### Saved entries
- - - -
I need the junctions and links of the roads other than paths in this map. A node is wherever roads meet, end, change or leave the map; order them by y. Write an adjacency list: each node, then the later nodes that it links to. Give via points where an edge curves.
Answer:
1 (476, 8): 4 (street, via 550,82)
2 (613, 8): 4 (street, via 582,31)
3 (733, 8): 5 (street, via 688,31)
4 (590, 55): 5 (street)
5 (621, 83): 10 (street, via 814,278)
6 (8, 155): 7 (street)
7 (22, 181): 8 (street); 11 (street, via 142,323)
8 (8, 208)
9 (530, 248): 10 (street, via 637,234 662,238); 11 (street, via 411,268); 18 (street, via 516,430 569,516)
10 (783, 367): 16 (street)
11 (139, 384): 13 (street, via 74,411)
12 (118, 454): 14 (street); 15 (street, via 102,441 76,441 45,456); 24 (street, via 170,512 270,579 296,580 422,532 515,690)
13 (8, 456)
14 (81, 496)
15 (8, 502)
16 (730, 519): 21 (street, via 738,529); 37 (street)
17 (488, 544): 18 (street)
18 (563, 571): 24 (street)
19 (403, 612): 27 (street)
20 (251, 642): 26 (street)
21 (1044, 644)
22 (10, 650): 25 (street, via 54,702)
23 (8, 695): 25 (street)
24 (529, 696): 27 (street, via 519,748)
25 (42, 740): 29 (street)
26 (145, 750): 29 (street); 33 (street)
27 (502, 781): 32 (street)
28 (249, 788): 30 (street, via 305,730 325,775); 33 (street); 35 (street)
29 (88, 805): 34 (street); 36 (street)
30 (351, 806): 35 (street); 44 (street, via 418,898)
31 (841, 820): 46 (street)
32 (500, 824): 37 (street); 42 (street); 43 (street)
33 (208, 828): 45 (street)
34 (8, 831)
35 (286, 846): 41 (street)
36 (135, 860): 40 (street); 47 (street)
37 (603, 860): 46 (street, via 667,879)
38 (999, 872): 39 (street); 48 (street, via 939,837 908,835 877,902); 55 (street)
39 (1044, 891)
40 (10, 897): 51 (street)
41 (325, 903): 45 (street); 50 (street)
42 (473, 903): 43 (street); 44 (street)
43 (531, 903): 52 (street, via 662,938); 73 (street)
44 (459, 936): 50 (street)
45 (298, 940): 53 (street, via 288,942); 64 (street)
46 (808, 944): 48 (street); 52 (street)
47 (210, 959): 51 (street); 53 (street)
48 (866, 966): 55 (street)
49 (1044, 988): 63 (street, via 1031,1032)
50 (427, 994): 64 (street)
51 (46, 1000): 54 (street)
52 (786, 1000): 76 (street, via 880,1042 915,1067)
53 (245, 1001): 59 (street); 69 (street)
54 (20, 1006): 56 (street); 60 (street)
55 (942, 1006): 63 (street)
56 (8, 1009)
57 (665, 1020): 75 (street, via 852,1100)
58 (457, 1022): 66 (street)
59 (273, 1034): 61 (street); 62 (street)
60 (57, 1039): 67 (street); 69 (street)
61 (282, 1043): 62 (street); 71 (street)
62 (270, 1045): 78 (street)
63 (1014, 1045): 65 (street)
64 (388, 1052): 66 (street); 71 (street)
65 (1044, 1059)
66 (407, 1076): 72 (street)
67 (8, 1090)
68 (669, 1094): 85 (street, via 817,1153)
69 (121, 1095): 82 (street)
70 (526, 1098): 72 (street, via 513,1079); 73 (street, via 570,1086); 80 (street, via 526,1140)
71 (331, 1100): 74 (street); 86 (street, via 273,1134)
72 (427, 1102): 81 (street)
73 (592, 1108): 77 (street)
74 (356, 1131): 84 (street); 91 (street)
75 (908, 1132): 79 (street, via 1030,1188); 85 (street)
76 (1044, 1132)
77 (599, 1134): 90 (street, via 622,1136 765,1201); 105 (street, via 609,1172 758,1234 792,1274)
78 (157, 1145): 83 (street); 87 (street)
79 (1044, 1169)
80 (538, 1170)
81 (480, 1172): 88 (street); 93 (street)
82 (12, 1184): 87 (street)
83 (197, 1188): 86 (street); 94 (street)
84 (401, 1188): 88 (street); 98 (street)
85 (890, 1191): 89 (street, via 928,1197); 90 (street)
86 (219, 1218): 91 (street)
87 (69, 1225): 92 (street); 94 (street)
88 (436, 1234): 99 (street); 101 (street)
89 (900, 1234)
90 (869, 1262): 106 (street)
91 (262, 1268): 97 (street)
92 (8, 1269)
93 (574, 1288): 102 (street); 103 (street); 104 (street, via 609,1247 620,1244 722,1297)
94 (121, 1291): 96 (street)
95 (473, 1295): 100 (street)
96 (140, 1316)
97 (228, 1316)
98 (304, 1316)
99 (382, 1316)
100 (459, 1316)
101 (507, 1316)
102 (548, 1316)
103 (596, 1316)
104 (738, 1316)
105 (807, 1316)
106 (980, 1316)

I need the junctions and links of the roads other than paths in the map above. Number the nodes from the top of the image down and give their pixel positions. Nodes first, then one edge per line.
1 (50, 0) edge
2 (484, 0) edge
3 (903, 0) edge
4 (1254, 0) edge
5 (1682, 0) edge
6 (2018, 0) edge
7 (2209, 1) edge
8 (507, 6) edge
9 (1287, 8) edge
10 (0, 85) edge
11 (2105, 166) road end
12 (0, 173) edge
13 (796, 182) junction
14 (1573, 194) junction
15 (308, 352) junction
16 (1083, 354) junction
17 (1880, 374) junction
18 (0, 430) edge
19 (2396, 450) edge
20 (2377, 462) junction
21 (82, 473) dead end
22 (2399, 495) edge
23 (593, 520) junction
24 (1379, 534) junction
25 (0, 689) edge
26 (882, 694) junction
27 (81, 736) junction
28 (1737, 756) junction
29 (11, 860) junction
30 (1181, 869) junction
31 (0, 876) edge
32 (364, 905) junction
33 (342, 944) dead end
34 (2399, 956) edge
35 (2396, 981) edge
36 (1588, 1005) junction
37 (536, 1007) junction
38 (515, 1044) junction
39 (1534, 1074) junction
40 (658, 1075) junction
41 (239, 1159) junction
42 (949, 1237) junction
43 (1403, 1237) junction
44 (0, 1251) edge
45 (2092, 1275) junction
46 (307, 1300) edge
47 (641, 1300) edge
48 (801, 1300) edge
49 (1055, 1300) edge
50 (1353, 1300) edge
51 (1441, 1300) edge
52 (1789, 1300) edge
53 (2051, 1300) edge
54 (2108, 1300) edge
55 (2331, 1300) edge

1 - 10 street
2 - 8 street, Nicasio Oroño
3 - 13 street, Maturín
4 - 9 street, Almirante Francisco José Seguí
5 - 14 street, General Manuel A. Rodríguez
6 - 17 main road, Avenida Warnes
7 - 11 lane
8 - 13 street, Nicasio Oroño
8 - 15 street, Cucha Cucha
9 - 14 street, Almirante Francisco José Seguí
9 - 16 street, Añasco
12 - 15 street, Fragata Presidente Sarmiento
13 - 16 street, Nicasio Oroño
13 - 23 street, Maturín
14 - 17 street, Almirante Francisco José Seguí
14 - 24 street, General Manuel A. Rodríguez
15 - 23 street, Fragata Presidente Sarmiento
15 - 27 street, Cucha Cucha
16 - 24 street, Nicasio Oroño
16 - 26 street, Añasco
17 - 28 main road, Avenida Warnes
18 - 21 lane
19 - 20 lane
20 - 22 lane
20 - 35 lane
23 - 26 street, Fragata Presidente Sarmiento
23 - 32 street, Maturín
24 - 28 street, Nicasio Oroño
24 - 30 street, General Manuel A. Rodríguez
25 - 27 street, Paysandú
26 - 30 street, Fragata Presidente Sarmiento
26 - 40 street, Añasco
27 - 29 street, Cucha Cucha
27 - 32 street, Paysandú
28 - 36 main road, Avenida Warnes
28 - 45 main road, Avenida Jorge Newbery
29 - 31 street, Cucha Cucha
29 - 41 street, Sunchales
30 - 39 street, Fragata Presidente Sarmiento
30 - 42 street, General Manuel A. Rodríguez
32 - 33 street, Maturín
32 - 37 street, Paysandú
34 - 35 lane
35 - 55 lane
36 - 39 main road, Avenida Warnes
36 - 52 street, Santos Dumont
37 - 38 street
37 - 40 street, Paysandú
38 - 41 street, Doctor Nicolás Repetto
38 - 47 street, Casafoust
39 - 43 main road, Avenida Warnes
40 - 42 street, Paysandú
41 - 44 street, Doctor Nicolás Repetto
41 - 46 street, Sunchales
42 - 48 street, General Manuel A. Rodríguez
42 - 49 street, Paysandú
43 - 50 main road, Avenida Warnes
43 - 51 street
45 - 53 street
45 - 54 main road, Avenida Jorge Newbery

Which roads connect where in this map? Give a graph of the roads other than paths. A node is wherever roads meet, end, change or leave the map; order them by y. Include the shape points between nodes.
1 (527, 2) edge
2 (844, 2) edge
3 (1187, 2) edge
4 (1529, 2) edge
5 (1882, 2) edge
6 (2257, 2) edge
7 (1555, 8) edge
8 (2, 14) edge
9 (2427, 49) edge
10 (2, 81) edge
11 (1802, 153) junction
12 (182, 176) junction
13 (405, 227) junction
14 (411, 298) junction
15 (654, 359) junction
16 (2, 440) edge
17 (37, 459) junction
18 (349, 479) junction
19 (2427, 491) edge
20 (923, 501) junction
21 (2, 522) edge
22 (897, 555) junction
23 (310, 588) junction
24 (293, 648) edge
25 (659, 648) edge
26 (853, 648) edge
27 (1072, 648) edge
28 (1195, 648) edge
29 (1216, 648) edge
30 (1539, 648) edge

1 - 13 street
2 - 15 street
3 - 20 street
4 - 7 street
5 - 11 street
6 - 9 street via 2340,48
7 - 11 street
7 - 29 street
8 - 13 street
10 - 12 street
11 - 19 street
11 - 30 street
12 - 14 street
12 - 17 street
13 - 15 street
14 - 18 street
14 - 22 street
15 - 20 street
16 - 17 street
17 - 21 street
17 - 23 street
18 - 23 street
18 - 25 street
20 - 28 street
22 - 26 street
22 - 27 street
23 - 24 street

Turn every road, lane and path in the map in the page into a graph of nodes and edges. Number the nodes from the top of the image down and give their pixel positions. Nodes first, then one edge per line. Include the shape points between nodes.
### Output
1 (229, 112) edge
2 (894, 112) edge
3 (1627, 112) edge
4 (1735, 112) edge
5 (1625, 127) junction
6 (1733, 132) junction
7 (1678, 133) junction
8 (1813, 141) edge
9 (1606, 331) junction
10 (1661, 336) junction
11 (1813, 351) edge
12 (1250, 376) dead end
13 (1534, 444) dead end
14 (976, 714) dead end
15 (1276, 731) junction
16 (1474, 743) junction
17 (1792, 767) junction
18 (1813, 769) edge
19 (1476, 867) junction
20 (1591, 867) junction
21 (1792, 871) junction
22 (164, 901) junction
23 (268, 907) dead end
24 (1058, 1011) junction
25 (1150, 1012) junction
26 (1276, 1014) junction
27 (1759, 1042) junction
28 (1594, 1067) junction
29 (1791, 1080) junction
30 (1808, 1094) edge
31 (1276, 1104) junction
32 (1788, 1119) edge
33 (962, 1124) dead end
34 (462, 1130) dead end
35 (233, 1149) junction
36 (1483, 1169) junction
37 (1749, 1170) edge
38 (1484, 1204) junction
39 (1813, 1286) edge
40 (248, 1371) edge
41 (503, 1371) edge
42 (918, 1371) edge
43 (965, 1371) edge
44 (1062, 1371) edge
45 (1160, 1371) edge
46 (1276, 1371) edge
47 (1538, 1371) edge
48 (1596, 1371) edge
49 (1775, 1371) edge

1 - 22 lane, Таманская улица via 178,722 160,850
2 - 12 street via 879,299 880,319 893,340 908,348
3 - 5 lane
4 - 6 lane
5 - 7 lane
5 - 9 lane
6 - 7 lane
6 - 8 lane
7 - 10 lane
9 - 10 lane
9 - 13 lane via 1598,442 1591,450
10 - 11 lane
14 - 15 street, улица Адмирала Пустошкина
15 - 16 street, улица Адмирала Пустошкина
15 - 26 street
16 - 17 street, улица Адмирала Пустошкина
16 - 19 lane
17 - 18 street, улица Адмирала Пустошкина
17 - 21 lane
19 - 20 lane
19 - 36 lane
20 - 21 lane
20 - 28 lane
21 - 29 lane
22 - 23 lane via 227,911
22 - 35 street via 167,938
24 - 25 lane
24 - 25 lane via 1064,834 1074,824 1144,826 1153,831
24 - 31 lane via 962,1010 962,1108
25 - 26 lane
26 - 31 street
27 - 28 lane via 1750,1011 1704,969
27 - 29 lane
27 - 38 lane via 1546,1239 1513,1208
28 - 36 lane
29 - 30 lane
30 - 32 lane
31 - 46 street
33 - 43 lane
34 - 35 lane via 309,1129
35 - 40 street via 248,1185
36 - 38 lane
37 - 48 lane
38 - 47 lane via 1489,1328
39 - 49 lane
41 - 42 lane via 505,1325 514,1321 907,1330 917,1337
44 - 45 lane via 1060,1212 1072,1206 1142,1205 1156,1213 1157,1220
- - - -
The expected result is a copy of each line in the records where "Maturín" appears.

3 - 13 street, Maturín
13 - 23 street, Maturín
23 - 32 street, Maturín
32 - 33 street, Maturín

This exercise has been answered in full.